Soulignant les fluctuations démographiques de cette municipalité voisine, M. Sigouin rappelle que Kapuskasing à dû composer avec un fort exode vers les grands centres, et doit se débrouiller maintenant avec une population d’environ un peu plus de 8000 habitants.

« Notre population est stable. Nous ne sommes pas mieux que les autres municipalités. Nous avons des gens qui partent et il y a des jeunes qui reviennent, donc on est gagnant- gagnant. »

— Une citation de  Roger Sigouin, maire de Hearst, président de L'Association française des municipalités de l'Ontario

Selon M. Sigouin, l’économie à Hearst a toujours été assez bonne, surtout depuis 2008 [après la récession]. Mais selon le maire, sa municipalité n’est pas à l’abri d’une récession, tout comme les autres.

« On ne va pas se le cacher pour les municipalités… je vais parler pour Hearst, mais on a environ 12 millions de moins pour opérer qu’il y a 10, 12 ans.
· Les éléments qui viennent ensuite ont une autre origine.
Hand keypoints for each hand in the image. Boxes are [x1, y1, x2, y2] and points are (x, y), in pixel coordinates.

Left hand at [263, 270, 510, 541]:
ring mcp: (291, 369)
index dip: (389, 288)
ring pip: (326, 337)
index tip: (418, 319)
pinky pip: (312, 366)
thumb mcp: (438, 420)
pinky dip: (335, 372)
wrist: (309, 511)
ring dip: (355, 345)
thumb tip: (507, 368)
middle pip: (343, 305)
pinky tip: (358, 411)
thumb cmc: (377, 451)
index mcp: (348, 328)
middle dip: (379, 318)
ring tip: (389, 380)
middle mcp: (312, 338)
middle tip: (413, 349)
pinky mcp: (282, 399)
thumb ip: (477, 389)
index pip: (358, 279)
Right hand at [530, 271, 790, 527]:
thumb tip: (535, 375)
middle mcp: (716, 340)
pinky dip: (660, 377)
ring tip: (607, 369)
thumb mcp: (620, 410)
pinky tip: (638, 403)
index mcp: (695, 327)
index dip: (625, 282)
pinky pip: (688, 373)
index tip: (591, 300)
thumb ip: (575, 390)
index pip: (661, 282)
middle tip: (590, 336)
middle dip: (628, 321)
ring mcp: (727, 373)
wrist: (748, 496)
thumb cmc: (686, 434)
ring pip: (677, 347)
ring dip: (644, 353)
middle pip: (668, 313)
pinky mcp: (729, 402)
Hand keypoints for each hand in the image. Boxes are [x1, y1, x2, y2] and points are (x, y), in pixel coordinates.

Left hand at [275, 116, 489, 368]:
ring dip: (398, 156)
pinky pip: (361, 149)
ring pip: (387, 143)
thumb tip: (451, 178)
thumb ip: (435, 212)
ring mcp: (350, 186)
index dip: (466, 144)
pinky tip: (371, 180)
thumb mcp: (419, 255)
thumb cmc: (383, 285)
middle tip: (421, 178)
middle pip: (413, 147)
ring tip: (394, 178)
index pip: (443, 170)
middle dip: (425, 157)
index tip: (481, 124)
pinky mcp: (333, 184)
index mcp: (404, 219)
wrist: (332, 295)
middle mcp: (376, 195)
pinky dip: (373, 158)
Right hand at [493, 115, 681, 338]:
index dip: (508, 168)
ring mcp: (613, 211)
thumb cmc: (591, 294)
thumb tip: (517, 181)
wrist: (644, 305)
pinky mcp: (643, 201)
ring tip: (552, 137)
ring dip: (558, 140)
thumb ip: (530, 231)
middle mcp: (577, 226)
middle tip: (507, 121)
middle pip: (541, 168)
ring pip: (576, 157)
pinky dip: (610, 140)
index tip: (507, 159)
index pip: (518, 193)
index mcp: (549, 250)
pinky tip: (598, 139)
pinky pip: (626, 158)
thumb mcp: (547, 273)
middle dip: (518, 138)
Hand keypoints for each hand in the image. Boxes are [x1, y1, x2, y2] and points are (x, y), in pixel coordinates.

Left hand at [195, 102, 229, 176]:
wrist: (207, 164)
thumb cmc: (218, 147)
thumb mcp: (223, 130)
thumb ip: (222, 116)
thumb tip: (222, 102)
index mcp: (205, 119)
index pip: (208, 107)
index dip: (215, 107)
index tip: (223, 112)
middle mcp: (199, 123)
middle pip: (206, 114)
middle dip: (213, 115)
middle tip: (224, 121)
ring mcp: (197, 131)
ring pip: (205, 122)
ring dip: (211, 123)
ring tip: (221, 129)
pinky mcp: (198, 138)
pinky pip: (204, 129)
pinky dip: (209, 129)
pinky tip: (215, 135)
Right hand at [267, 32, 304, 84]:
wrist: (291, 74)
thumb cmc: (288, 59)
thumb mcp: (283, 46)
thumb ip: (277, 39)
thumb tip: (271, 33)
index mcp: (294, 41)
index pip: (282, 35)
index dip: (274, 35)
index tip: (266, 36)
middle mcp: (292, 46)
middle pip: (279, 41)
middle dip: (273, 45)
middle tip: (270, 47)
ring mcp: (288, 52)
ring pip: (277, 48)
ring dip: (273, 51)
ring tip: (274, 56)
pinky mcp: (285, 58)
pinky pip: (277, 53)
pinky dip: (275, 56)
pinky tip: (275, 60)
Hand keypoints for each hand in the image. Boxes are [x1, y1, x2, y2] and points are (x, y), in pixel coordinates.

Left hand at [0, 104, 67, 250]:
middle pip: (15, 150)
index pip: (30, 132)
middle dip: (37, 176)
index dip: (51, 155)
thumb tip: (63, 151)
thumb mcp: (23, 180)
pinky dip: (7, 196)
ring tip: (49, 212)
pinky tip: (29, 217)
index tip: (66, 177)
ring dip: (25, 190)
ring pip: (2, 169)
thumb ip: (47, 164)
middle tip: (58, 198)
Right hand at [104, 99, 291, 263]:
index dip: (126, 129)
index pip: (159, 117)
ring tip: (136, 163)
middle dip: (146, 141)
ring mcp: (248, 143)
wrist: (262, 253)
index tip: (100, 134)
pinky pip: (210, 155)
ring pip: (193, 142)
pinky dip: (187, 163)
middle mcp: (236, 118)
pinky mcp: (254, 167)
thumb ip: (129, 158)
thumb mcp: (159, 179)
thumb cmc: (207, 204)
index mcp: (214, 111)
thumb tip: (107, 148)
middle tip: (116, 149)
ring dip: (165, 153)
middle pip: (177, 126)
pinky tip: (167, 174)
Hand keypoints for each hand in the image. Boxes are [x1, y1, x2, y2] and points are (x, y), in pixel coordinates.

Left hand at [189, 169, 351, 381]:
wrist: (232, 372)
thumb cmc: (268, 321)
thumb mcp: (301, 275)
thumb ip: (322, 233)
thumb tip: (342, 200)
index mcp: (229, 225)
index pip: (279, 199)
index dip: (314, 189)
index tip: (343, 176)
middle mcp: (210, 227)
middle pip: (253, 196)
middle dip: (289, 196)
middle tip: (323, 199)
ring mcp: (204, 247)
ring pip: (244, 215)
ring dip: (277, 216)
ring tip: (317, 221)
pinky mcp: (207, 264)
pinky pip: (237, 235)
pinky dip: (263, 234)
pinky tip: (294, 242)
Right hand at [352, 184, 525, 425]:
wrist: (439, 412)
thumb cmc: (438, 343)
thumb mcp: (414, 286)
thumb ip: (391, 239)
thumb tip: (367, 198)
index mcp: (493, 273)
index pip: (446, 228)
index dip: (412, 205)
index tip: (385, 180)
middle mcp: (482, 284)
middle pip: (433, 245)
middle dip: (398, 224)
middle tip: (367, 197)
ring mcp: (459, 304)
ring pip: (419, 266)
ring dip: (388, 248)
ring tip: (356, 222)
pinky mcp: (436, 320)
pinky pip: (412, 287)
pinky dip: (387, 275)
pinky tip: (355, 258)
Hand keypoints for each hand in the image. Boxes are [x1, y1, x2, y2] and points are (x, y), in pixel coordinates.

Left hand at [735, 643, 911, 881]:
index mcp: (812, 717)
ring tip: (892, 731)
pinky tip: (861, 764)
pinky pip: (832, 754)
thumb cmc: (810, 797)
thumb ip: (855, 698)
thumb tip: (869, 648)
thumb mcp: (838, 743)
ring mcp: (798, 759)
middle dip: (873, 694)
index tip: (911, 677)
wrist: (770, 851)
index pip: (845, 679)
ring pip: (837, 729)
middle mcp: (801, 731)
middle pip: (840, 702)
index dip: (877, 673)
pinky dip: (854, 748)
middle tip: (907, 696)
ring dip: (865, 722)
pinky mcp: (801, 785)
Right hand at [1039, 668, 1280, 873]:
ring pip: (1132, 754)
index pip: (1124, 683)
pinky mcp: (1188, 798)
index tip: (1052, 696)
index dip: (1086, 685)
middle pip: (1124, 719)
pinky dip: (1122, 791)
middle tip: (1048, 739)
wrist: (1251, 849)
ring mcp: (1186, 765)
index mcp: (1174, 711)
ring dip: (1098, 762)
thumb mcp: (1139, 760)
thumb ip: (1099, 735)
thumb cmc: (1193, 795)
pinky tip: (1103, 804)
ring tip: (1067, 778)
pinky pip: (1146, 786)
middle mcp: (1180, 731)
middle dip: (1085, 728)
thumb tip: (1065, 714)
Il faut se serrer la ceinture et faire les choses différemment. »

— Une citation de  Roger Sigouin

L’exode de la COVID-19

Roger Sigouin note aussi un épiphénomène de la pandémie : un exode de familles provenant des grands centres du Sud de la province qui cherchent à s’installer dans le Nord.

Plusieurs dizaines d'usagers entassés à bord d'un autobus municipal à Toronto.

Beaucoup de gens décident de quitter les grandes villes. (archives).

Photo : Photo fournie par Rocco Signorile

Selon le maire de Hearst, si ces nouveaux Ontariens du nord vont effectivement aider à renflouer les coffres des municipalités du nord, l’enjeu de la langue pourrait devenir un défi.

« Les gens qui viennent sont des anglophones et ils sont les bienvenus [...] mais ça pourrait engendrer des défis pour nos petites municipalités francophones. »

— Une citation de  Roger Sigouin, maire de Hearst, président de L'Association française des municipalités de l'Ontario

Selon le maire, des municipalités comme Kapuskasing ont eu d’énormes défis à relever et réussir un tel exercice budgétaire mérite toutes les félicitations.